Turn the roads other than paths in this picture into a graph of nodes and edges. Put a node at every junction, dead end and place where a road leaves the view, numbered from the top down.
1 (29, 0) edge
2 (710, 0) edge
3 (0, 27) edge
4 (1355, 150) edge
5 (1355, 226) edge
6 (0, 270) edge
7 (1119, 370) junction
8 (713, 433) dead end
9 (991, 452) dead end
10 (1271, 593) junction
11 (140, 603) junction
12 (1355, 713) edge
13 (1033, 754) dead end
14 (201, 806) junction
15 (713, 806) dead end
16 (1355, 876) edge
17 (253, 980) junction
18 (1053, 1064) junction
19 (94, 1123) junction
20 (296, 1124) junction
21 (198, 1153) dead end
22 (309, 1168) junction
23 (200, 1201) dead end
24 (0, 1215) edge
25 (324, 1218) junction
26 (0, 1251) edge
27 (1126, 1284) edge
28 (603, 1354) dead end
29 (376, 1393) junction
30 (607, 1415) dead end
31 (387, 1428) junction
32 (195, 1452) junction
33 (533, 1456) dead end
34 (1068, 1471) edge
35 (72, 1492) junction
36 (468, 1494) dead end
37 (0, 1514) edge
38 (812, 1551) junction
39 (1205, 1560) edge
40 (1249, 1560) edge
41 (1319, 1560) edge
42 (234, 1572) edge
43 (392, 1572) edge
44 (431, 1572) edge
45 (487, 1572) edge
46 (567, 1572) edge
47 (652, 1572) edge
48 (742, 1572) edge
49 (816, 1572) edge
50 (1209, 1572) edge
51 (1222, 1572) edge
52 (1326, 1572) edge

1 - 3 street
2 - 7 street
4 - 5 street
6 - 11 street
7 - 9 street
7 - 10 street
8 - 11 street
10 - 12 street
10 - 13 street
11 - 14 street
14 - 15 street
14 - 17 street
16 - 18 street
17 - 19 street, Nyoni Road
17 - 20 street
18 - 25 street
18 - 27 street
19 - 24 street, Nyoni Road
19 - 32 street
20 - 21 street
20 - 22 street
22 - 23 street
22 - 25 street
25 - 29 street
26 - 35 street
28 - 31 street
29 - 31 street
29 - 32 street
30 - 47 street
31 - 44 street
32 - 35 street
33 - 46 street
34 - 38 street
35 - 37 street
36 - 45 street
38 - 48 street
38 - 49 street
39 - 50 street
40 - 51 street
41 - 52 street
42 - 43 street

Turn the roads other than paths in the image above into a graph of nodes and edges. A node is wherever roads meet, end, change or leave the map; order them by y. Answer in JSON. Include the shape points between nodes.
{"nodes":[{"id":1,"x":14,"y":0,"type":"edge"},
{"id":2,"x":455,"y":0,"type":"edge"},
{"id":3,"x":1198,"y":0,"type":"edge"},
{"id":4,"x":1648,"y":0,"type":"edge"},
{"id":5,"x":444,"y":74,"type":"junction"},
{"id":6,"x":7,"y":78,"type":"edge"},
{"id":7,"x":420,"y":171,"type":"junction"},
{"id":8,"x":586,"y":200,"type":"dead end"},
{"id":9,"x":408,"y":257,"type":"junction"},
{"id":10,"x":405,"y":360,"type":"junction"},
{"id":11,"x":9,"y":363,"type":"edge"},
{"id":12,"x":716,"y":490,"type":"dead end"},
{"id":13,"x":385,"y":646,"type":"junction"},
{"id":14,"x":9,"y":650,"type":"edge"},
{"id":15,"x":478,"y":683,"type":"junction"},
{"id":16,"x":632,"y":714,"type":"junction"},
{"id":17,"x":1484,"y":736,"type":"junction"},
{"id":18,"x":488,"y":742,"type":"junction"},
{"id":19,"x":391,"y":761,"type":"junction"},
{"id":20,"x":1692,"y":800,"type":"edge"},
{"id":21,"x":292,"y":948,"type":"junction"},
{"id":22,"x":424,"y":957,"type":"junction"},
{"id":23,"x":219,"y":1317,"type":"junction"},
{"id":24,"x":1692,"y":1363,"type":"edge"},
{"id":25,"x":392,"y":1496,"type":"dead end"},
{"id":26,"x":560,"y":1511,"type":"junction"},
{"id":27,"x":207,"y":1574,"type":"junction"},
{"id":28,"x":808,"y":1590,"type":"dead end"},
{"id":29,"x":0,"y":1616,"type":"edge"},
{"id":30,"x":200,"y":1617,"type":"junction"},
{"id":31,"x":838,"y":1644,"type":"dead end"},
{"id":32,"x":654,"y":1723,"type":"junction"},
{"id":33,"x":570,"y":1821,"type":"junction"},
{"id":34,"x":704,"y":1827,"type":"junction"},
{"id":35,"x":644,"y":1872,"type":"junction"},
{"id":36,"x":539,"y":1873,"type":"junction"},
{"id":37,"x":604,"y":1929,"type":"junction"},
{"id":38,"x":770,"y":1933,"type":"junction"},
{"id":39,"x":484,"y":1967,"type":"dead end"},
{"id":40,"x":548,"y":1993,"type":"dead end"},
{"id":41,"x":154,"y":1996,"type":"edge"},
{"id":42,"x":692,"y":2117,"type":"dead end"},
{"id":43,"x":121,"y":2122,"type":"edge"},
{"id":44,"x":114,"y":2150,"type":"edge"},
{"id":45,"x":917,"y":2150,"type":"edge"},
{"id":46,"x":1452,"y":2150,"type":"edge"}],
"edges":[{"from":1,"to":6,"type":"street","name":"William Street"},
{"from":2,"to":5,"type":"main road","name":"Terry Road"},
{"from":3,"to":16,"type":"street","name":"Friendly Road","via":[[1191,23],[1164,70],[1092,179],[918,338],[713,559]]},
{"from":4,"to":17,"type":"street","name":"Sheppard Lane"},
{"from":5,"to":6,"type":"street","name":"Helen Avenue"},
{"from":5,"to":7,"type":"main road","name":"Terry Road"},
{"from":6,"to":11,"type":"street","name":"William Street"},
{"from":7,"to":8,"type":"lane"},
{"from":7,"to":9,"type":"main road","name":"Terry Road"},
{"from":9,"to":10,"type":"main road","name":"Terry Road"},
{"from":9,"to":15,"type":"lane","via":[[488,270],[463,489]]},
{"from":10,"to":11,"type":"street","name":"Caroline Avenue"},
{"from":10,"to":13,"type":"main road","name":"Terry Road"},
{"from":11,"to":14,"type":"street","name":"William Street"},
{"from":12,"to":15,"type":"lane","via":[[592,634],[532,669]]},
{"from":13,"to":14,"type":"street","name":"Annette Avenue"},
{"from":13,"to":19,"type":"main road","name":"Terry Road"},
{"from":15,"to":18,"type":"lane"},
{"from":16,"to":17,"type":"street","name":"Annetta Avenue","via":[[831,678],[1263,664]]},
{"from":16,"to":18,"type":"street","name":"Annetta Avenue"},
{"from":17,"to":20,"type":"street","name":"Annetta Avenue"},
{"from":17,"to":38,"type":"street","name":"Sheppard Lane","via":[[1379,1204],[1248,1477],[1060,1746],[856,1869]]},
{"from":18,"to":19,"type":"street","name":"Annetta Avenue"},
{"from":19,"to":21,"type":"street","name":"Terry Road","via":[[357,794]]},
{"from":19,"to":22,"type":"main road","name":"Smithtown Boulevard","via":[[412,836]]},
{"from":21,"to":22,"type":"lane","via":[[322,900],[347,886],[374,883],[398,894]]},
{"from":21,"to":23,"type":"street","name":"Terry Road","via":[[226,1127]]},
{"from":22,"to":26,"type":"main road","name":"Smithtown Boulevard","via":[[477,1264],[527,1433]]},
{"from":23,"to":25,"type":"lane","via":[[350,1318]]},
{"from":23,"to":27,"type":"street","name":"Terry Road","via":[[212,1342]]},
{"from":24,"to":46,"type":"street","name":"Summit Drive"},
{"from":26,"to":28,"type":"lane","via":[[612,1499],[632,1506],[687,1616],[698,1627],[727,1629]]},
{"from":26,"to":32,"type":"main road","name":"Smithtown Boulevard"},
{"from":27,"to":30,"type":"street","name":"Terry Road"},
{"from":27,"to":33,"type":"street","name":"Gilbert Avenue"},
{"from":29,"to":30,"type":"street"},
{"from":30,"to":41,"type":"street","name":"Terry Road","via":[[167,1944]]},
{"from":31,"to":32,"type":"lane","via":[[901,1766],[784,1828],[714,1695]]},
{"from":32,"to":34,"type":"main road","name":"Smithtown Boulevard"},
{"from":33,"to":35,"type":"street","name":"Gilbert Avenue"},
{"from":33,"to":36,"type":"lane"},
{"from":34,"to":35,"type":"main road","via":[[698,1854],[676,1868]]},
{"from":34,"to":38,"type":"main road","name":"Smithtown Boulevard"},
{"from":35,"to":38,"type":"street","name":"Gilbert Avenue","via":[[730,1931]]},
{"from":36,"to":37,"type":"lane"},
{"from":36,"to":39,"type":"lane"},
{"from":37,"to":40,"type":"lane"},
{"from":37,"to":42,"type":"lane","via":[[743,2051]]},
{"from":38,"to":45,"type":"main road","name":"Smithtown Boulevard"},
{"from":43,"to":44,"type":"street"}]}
◆ ◆ ◆ ◆ ◆ ◆ ◆
#### [REQUIRED ACTION]
Work out how many lines of the records contain the word "Annetta". Give that number and nothing more.

#### [RESPONSE]
4